A policial militar Gisele Alves Santana, de 29 anos, foi encontrada morta no último dia 18 de janeiro, em meio a um contexto de relacionamento abusivo com o tenente-coronel da Polícia Militar Geraldo Leite Rosa Neto. Segundo o boletim de ocorrência, obtido pela CNN Brasil, a mãe de Gisele relatou que ela sofria com diversas restrições impostas pelo oficial, como a proibição do uso de batom, salto alto e perfume, além da exigência de tarefas domésticas frequentes.
Em diálogo com sua mãe, Gisele expressou o desejo de se separar, mas essa decisão foi dificultada quando o oficial enviou uma foto ameaçando com uma arma. Essa ação a fez reconsiderar o término. Dias antes de sua morte, Gisele ligou chorando, pedindo que seu pai a buscasse, mas voltou atrás, indicando a pressão que vivia.
O tenente-coronel, que começou o relacionamento com Gisele em 2021 e oficializou o casamento em 2024, ainda alega ter enfrentado conflitos após ser transferido para o 49º Batalhão de Polícia Militar Metropolitano. Durante depoimento, ele mencionou ser alvo de falsas acusações e discussões que ocorreram, levando o casal a dormir em quartos separados desde agosto.
Conflitos e tensão antes da tragédia
No decorrer das semanas que antecederam a morte de Gisele, os conflitos entre o casal se intensificaram. O oficial notou a policial trancada no quarto com a filha e escutou Gisele manifestar a vontade de se separar. Em um final de semana, ela saiu com a criança e as discussões se agravaram quando voltaram a se encontrar.
Na segunda-feira, após um dia separado, mais uma briga ocorreu. O tenente-coronel e Gisele debateram por cerca de duas horas na tarde de terça-feira, véspera da fatalidade. Eles tinham planos de resolver suas questões, mas a tensão foi crescente ao longo do tempo.
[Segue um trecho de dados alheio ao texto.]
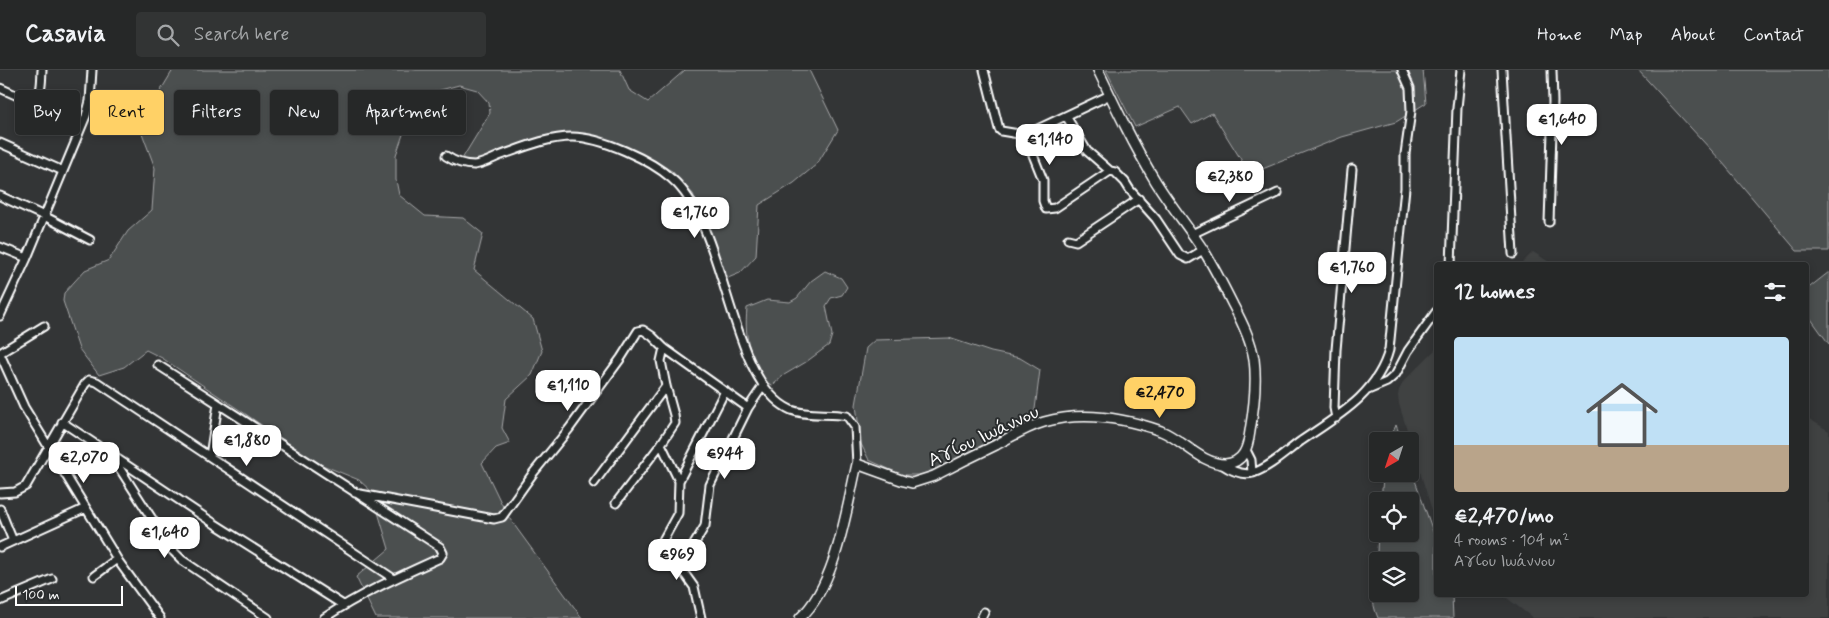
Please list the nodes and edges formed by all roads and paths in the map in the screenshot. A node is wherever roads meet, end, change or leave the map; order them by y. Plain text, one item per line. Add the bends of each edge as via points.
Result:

Os eventos do dia fatídico
No dia 18 de janeiro, o tenente-coronel decidiu se separar de Gisele, mas a reação dela foi emocionalmente intensa, resultando em uma discussão. Após sair para tomar banho, o oficial ouviu um disparo. Ao retornar, encontrou Gisele caída e com a arma ao seu lado. Ele contatou os serviços de emergência imediatamente.
A polícia foi informada de que a mulher havia sofrido um disparo na cabeça. Ela foi socorrida, mas não sobreviveu. O tenente-coronel também buscou atendimento psicológico após o evento.
O caso está sob investigação da Polícia Civil, que busca esclarecer os pontos obscuros que cercam as circunstâncias da morte de Gisele.